● **RECORDS SHOWN**
▼▼▼

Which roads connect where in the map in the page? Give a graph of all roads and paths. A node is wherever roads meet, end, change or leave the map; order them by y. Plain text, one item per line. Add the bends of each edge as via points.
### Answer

▲▲▲
▼▼▼

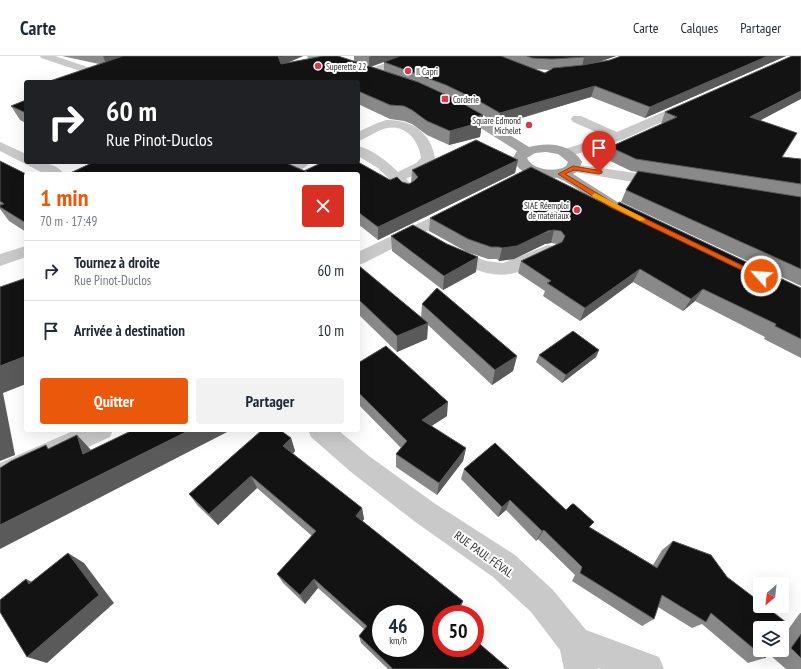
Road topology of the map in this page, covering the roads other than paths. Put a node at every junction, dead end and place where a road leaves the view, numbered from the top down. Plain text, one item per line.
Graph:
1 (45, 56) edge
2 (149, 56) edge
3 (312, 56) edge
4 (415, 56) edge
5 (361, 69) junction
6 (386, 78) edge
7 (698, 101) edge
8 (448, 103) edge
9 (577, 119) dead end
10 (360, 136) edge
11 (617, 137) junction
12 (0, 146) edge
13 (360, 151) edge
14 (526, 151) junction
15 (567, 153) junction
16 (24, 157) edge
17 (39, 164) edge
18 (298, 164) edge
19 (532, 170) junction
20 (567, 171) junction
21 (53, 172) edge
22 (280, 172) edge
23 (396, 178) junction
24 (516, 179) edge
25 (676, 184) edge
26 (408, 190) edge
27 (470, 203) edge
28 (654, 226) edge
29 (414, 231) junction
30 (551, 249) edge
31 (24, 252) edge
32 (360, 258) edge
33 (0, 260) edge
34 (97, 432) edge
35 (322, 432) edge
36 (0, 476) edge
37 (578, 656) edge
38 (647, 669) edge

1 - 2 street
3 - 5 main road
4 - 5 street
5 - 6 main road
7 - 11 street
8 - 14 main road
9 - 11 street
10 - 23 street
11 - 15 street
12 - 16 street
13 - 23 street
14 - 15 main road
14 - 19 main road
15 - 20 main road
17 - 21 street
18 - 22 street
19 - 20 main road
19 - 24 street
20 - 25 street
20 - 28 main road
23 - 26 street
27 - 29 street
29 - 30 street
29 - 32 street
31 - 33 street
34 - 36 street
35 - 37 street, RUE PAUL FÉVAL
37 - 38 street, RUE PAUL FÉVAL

▲▲▲

● **ASSIGNED TASK**
Look through the entries and return each line that has the word "roads" in it.

● **COMPLETED TASK**
Which roads connect where in the map in the page? Give a graph of all roads and paths. A node is wherever roads meet, end, change or leave the map; order them by y. Plain text, one item per line. Add the bends of each edge as via points.
Road topology of the map in this page, covering the roads other than paths. Put a node at every junction, dead end and place where a road leaves the view, numbered from the top down. Plain text, one item per line.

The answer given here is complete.